Referanduma doğru hızla yol aldığımız bugünlerde Cumhurbaşkanlığı sisteminin ne getireceği değişik mecralarda farklı açılardan tartışılıyor. Peki, Türkiye'de siyasi düzlemi önemli ölçüde değiştirmeye aday olan Cumhurbaşkanlığı sistemi ekonomi açısından ne ifade ediyor? Bir ülkenin sosyal ve kültürel kodları siyasi istikrarı sağlamada, öngörülebilir ve kapsayıcı politikaları sunmada ve hızlı karar alma mekanizmasını devreye sokmada hangi sistemi daha başarılı kılıyorsa, o sistem ülkenin ekonomik gelişmesi açısından daha faydalıdır.

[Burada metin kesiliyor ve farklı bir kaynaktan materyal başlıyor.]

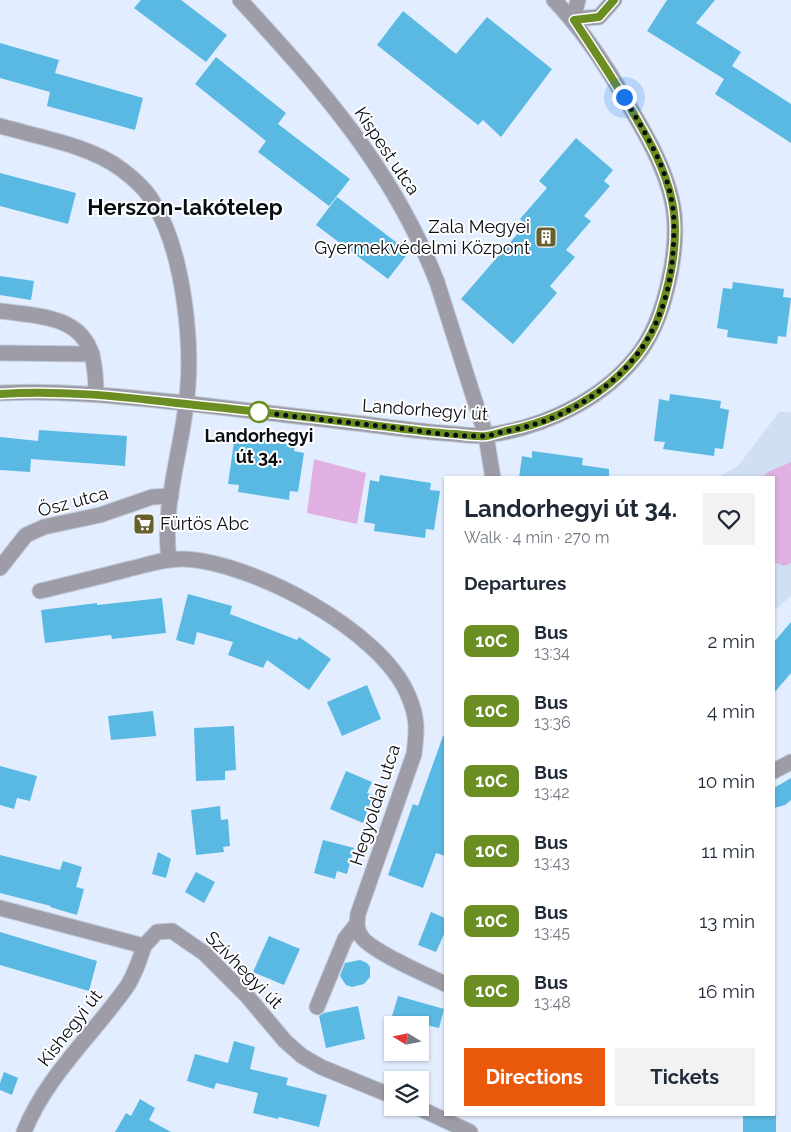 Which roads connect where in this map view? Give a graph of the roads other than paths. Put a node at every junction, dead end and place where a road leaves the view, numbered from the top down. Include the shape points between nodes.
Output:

Cumhuriyet tarihimize baktığımızda koalisyon hükümetleri dönemlerinde istikrarın sağlanamadığı, politikaların öngörülebilir ve kapsayıcı olmaktan bir hayli uzak olduğu ve hantal bürokratik yapının sistemi kilitlediği görülmektedir. 1970'lerdeki darboğazlar, 1994 krizi ve 2000-2001 krizi hep koalisyon dönemlerinde meydana geldi. Tek parti iktidarı dönemlerinde ise Türkiye ekonomisi büyük atılımlar yaşadı.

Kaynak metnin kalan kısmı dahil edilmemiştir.